*Exercise instructions*: With the pictures removed, write out the data below exactly.

*Record set*:
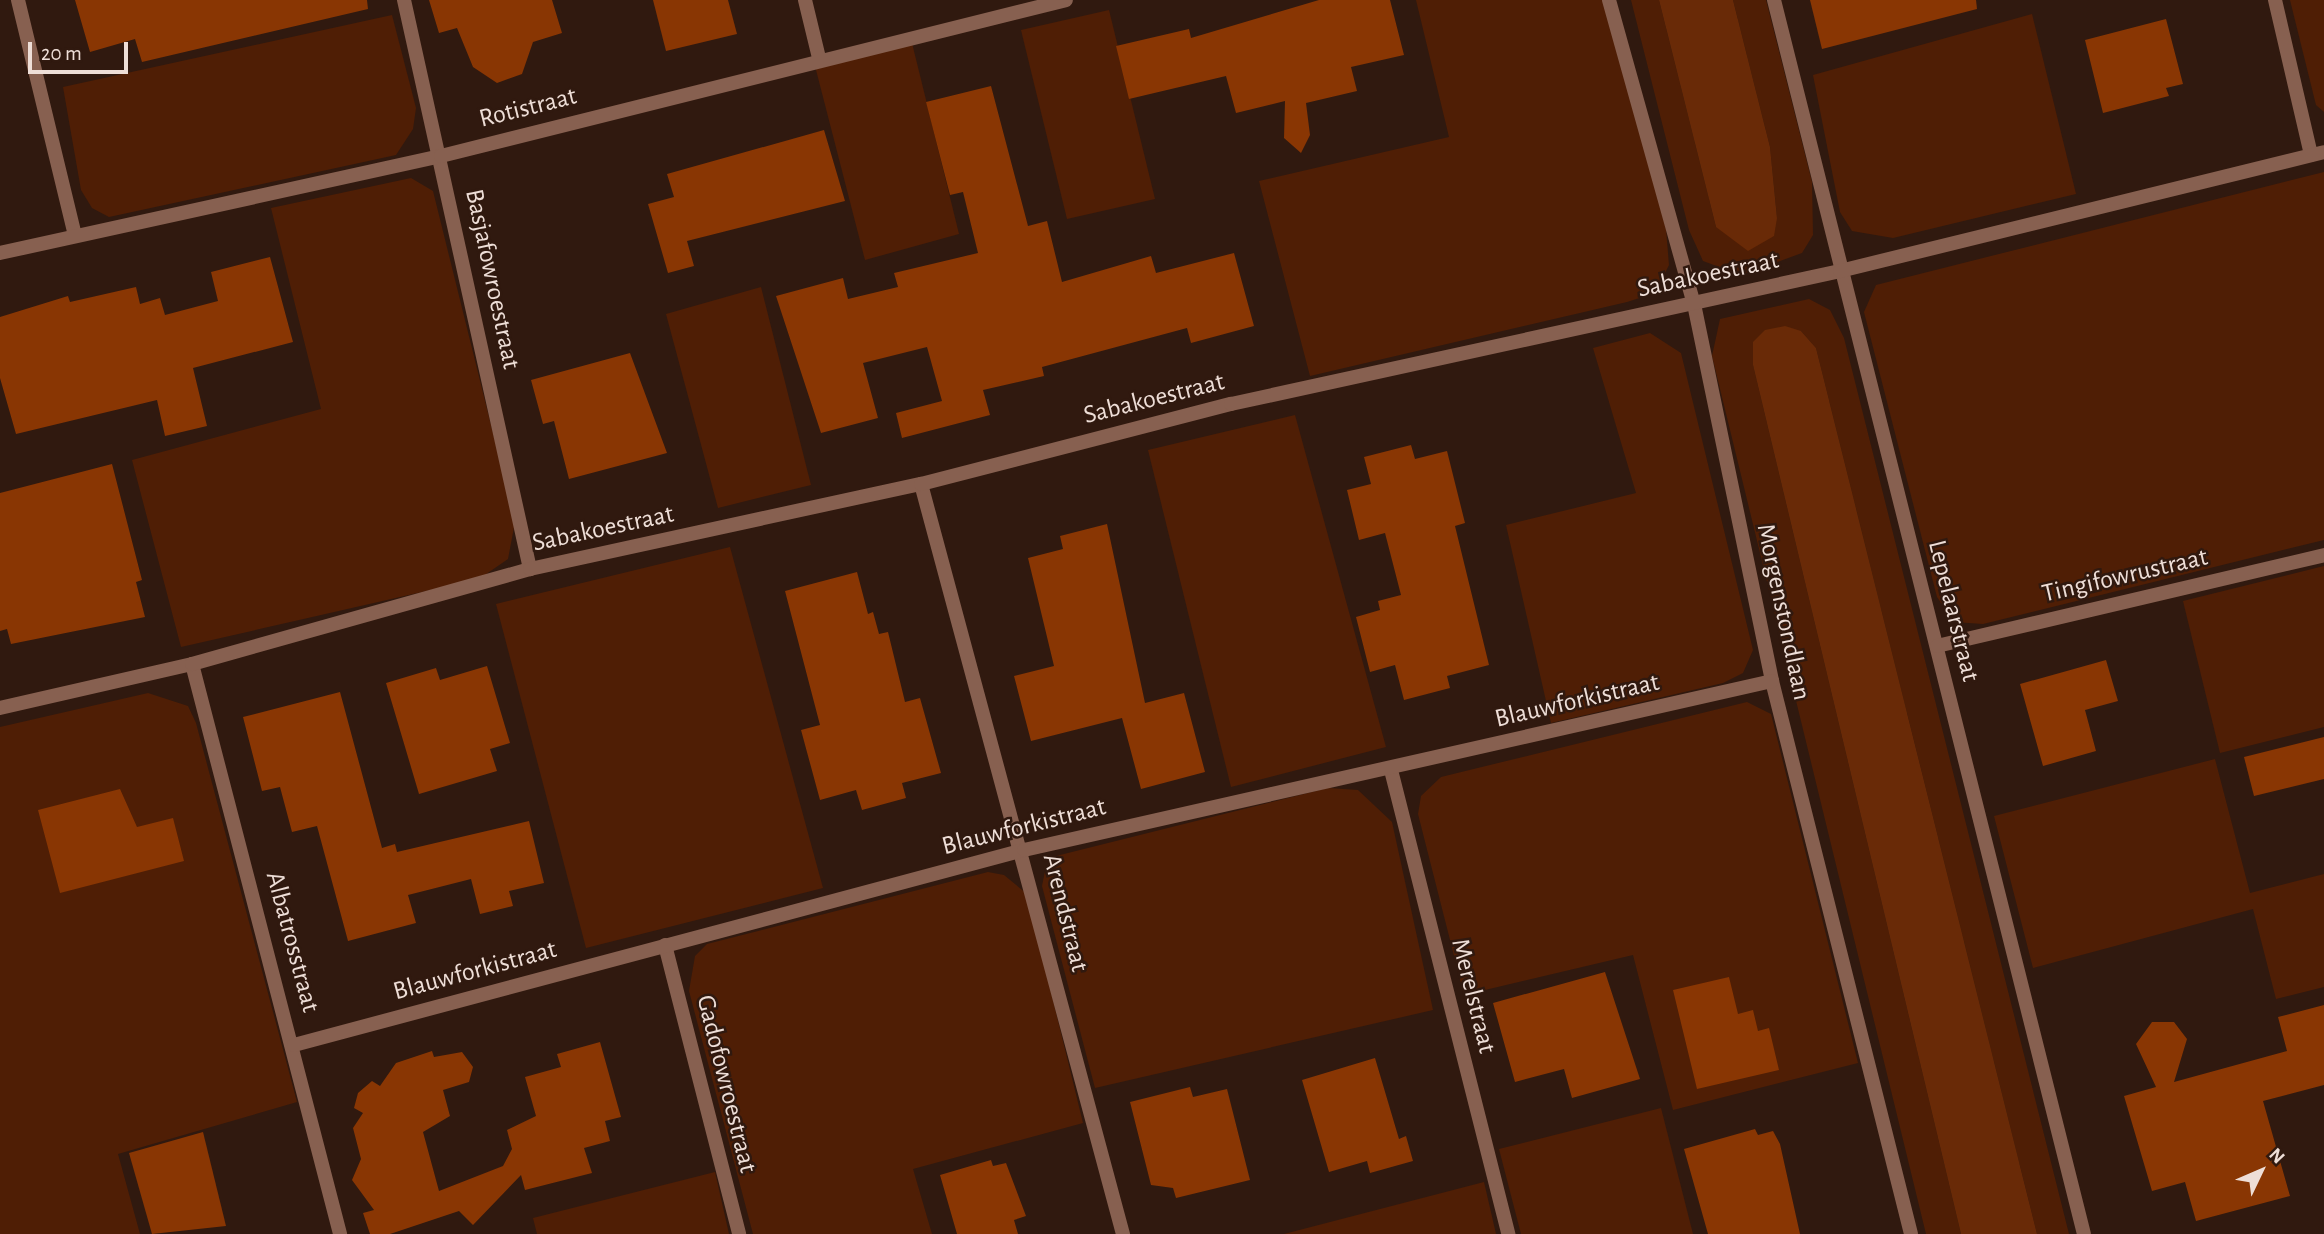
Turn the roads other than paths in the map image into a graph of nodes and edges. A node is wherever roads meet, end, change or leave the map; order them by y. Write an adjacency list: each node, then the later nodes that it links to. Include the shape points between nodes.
1 (18, 0): 11 (street)
2 (404, 0): 10 (street, Basjafowroestraat)
3 (805, 0): 8 (street)
4 (1066, 0): 8 (street, Rotistraat)
5 (1609, 0): 14 (street, Morgenstondlaan)
6 (1774, 0): 13 (street, Lepelaarstraat)
7 (2275, 0): 9 (street)
8 (818, 58): 10 (street, Rotistraat)
9 (2317, 153): 13 (street, Sabakoestraat)
10 (440, 156): 11 (street, Rotistraat); 17 (street, Basjafowroestraat)
11 (75, 235): 12 (street, Rotistraat)
12 (0, 253)
13 (1840, 271): 14 (street, Sabakoestraat); 18 (street, Lepelaarstraat)
14 (1694, 304): 15 (street, Sabakoestraat, via 1231,404); 20 (street, Morgenstondlaan)
15 (921, 484): 17 (street, Sabakoestraat); 23 (street, Arendstraat)
16 (2324, 555): 18 (street, Tingifowrustraat)
17 (530, 569): 19 (street, Sabakoestraat)
18 (1937, 646): 31 (street, Lepelaarstraat)
19 (192, 664): 21 (street, Sabakoestraat); 25 (street, Albatrosstraat)
20 (1772, 681): 22 (street, Blauwforkistraat); 30 (street, Morgenstondlaan)
21 (0, 708)
22 (1391, 770): 23 (street, Blauwforkistraat); 29 (street, Merelstraat)
23 (1024, 850): 24 (street, Blauwforkistraat); 28 (street, Arendstraat)
24 (665, 945): 25 (street, Blauwforkistraat); 27 (street, Gadofowroestraat)
25 (294, 1045): 26 (street, Albatrosstraat)
26 (340, 1234)
27 (739, 1234)
28 (1123, 1234)
29 (1508, 1234)
30 (1911, 1234)
31 (2084, 1234)

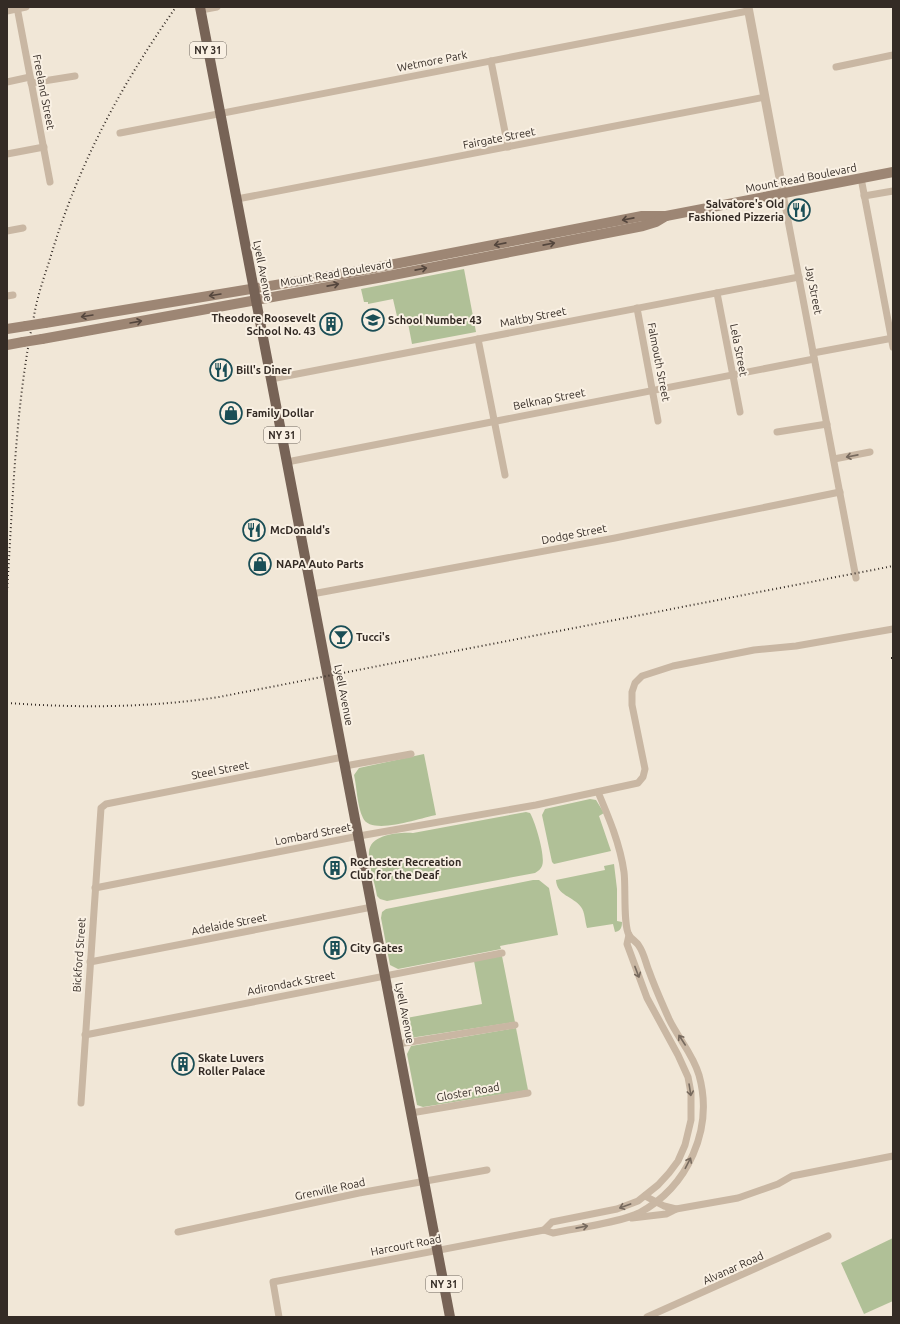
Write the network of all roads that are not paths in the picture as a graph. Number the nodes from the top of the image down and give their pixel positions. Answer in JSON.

*Solved exercise*:
Turn the roads other than paths in the map image into a graph of nodes and edges. A node is wherever roads meet, end, change or leave the map; order them by y. Write an adjacency list: each node, then the later nodes that it links to. Include the shape points between nodes.
1 (18, 0): 11 (street)
2 (404, 0): 10 (street, Basjafowroestraat)
3 (805, 0): 8 (street)
4 (1066, 0): 8 (street, Rotistraat)
5 (1609, 0): 14 (street, Morgenstondlaan)
6 (1774, 0): 13 (street, Lepelaarstraat)
7 (2275, 0): 9 (street)
8 (818, 58): 10 (street, Rotistraat)
9 (2317, 153): 13 (street, Sabakoestraat)
10 (440, 156): 11 (street, Rotistraat); 17 (street, Basjafowroestraat)
11 (75, 235): 12 (street, Rotistraat)
12 (0, 253)
13 (1840, 271): 14 (street, Sabakoestraat); 18 (street, Lepelaarstraat)
14 (1694, 304): 15 (street, Sabakoestraat, via 1231,404); 20 (street, Morgenstondlaan)
15 (921, 484): 17 (street, Sabakoestraat); 23 (street, Arendstraat)
16 (2324, 555): 18 (street, Tingifowrustraat)
17 (530, 569): 19 (street, Sabakoestraat)
18 (1937, 646): 31 (street, Lepelaarstraat)
19 (192, 664): 21 (street, Sabakoestraat); 25 (street, Albatrosstraat)
20 (1772, 681): 22 (street, Blauwforkistraat); 30 (street, Morgenstondlaan)
21 (0, 708)
22 (1391, 770): 23 (street, Blauwforkistraat); 29 (street, Merelstraat)
23 (1024, 850): 24 (street, Blauwforkistraat); 28 (street, Arendstraat)
24 (665, 945): 25 (street, Blauwforkistraat); 27 (street, Gadofowroestraat)
25 (294, 1045): 26 (street, Albatrosstraat)
26 (340, 1234)
27 (739, 1234)
28 (1123, 1234)
29 (1508, 1234)
30 (1911, 1234)
31 (2084, 1234)

Write the network of all roads that are not paths in the picture as a graph. Number the nodes from the top of the image down and give their pixel positions. Answer in JSON.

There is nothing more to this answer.